======== Data in this exercise ========

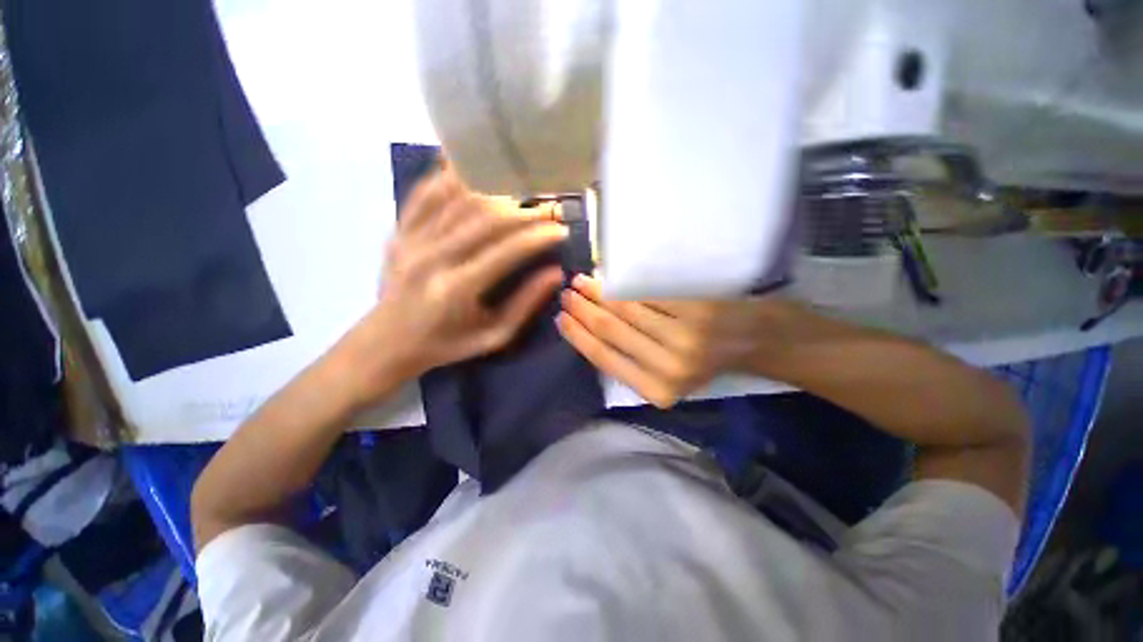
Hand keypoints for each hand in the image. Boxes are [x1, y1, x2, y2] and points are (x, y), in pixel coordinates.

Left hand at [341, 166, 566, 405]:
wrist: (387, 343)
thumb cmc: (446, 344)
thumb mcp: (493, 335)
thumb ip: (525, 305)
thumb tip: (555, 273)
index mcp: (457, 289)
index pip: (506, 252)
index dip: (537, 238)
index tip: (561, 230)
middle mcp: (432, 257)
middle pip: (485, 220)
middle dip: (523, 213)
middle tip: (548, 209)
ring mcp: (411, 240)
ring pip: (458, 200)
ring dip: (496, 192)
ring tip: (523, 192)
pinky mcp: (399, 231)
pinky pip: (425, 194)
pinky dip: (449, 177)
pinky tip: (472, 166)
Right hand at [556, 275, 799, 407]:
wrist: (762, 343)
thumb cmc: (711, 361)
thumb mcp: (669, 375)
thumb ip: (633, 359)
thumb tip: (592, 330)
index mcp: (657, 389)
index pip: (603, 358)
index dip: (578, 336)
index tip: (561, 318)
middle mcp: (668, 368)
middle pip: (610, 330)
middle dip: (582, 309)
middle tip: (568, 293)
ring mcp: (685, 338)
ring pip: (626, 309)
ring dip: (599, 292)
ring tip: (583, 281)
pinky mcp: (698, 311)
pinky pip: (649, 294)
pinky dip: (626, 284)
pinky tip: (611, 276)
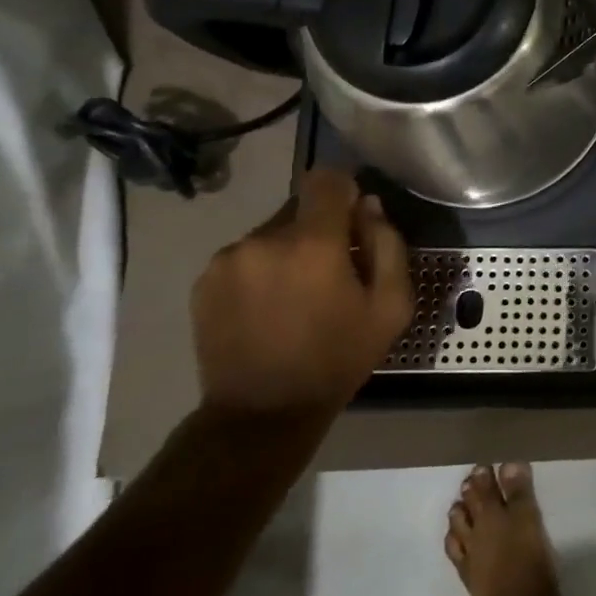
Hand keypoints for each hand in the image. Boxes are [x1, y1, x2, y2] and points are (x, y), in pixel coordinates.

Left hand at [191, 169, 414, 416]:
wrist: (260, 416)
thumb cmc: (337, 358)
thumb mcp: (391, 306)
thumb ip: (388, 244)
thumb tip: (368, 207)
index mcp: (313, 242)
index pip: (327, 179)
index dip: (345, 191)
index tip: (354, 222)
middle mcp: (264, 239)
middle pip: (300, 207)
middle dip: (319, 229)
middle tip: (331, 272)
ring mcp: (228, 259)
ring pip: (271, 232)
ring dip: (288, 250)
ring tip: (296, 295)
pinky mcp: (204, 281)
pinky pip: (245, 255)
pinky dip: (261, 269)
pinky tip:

========

* _Work order_: Starting at the line above that has "thumb tip: (555, 273)" and ending at the line that has "wrist: (260, 416)", copy each line exactly, leaving the pictures out and adding nothing.

* _Result for this exercise_:
thumb tip: (555, 273)
index mcp: (457, 289)
index pip: (506, 252)
index dip: (537, 238)
index tip: (561, 230)
middle mcp: (432, 257)
middle pip: (485, 220)
middle dip: (523, 213)
middle tip: (548, 209)
ring mcp: (411, 240)
ring pip: (458, 200)
ring dip: (496, 192)
ring tip: (523, 192)
pinky mcp: (399, 231)
pinky pip: (425, 194)
pinky dip: (449, 177)
pinky tip: (472, 166)
Right hand at [556, 275, 799, 407]:
wrist: (762, 343)
thumb cmc: (711, 361)
thumb mcp: (669, 375)
thumb ip: (633, 359)
thumb tip: (592, 330)
index mcp: (657, 389)
index pip: (603, 358)
index dip: (578, 336)
index tip: (561, 318)
middle mcp: (668, 368)
middle pip: (610, 330)
middle dip: (582, 309)
middle tip: (568, 293)
ring mcp: (685, 338)
ring pip: (626, 309)
ring dip: (599, 292)
ring tip: (583, 281)
pinky mcp: (698, 311)
pinky pip: (649, 294)
pinky dip: (626, 284)
pinky tip: (611, 276)
Hand keypoints for each hand in the image. Boxes are [x1, y1, x2, y2] and points are (x, y), in pixel coordinates.

Left hand at [191, 169, 414, 416]:
wrist: (260, 416)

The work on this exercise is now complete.